# Records shown
== Segment start ==

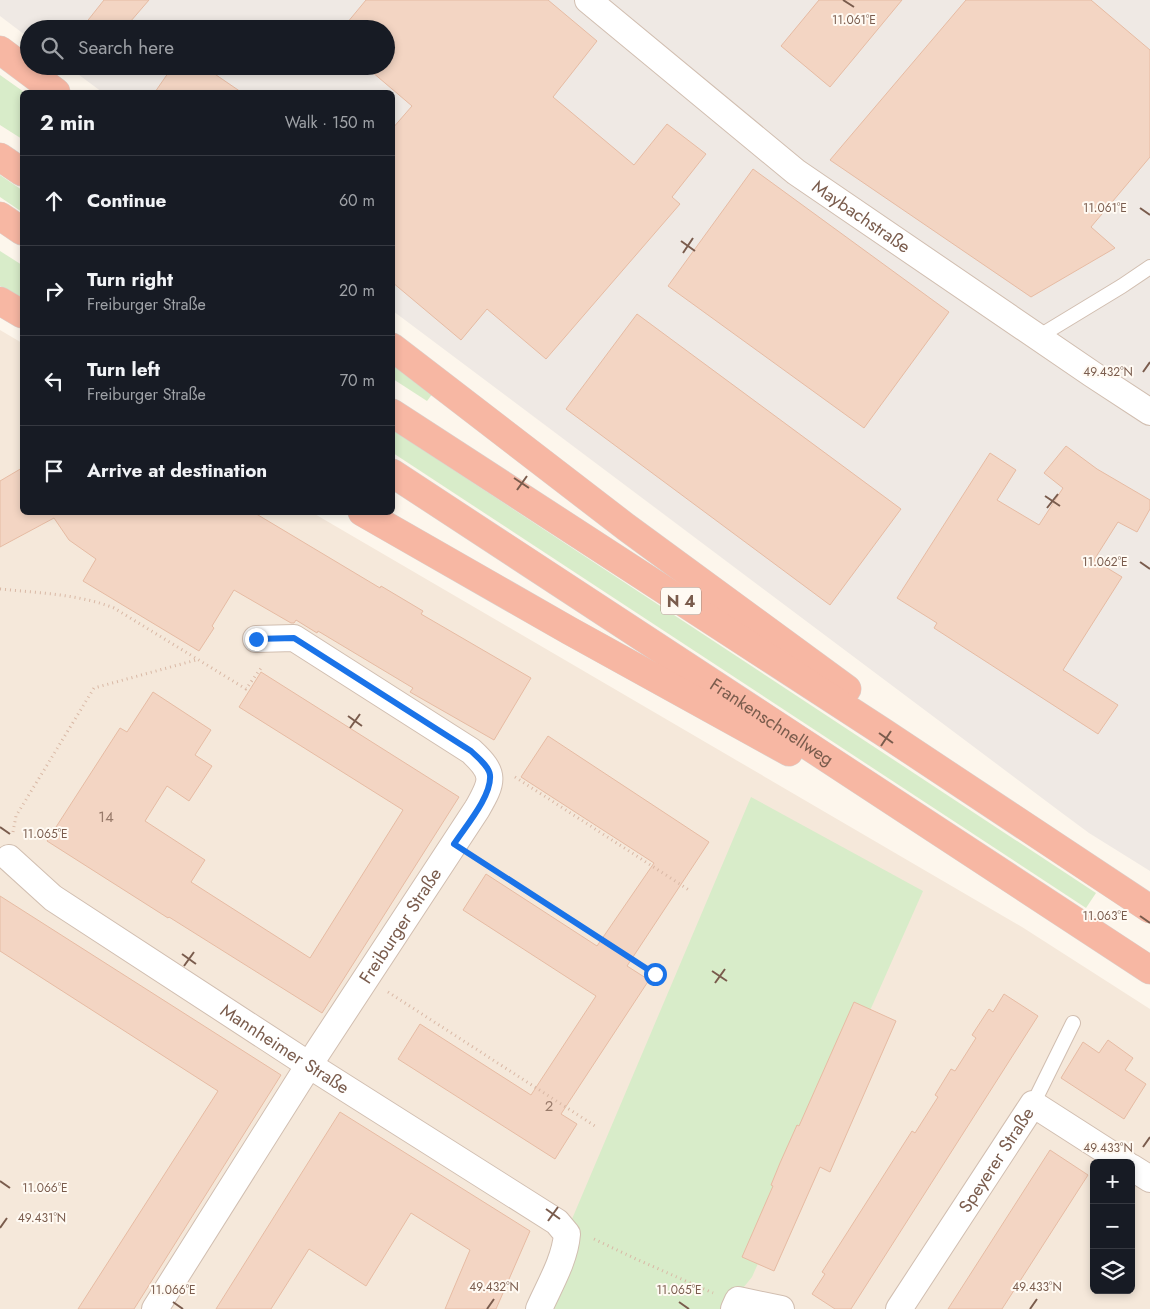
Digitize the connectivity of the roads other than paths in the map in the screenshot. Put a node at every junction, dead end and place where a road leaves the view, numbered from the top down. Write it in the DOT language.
graph roads {
  1 [pos="588,0"];
  2 [pos="0,50"];
  3 [pos="20,65"];
  4 [pos="33,75"];
  5 [pos="53,90"];
  6 [pos="0,157"];
  7 [pos="20,171"];
  8 [pos="0,216"];
  9 [pos="20,230"];
  10 [pos="1150,266"];
  11 [pos="0,301"];
  12 [pos="20,313"];
  13 [pos="1038,337"];
  14 [pos="395,349"];
  15 [pos="1150,412"];
  16 [pos="395,416"];
  17 [pos="395,475"];
  18 [pos="367,515"];
  19 [pos="256,639"];
  20 [pos="970,789"];
  21 [pos="962,846"];
  22 [pos="9,858"];
  23 [pos="1150,909"];
  24 [pos="1150,970"];
  25 [pos="1073,1023"];
  26 [pos="309,1064"];
  27 [pos="1033,1104"];
  28 [pos="1119,1159"];
  29 [pos="1135,1170"];
  30 [pos="1150,1179"];
  31 [pos="736,1304"];
  32 [pos="155,1309"];
  33 [pos="539,1309"];
  34 [pos="781,1309"];
  35 [pos="900,1309"];
  1 -- 13 [label="street, Maybachstraße"];
  2 -- 3 [label="highway"];
  4 -- 5 [label="highway"];
  6 -- 7 [label="highway"];
  8 -- 9 [label="highway"];
  10 -- 13 [label="lane"];
  11 -- 12 [label="highway"];
  13 -- 15 [label="street, Maybachstraße"];
  14 -- 20 [label="highway"];
  16 -- 20 [label="highway, N 4"];
  17 -- 21 [label="highway, Frankenschnellweg"];
  18 -- 21 [label="highway"];
  19 -- 26 [label="street, Freiburger Straße"];
  20 -- 23 [label="highway"];
  21 -- 24 [label="highway, Frankenschnellweg"];
  22 -- 26 [label="street, Mannheimer Straße"];
  25 -- 27 [label="lane"];
  26 -- 32 [label="street, Freiburger Straße"];
  26 -- 33 [label="street, Mannheimer Straße"];
  27 -- 28 [label="street, Speyerer Straße"];
  27 -- 35 [label="street, Speyerer Straße"];
  29 -- 30 [label="street"];
  31 -- 34 [label="street"];
}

== Segment end ==

# Problem
Look through the entries above; find each line with the word "highway" and copy it.

# Expected output
  2 -- 3 [label="highway"];
  4 -- 5 [label="highway"];
  6 -- 7 [label="highway"];
  8 -- 9 [label="highway"];
  11 -- 12 [label="highway"];
  14 -- 20 [label="highway"];
  16 -- 20 [label="highway, N 4"];
  17 -- 21 [label="highway, Frankenschnellweg"];
  18 -- 21 [label="highway"];
  20 -- 23 [label="highway"];
  21 -- 24 [label="highway, Frankenschnellweg"];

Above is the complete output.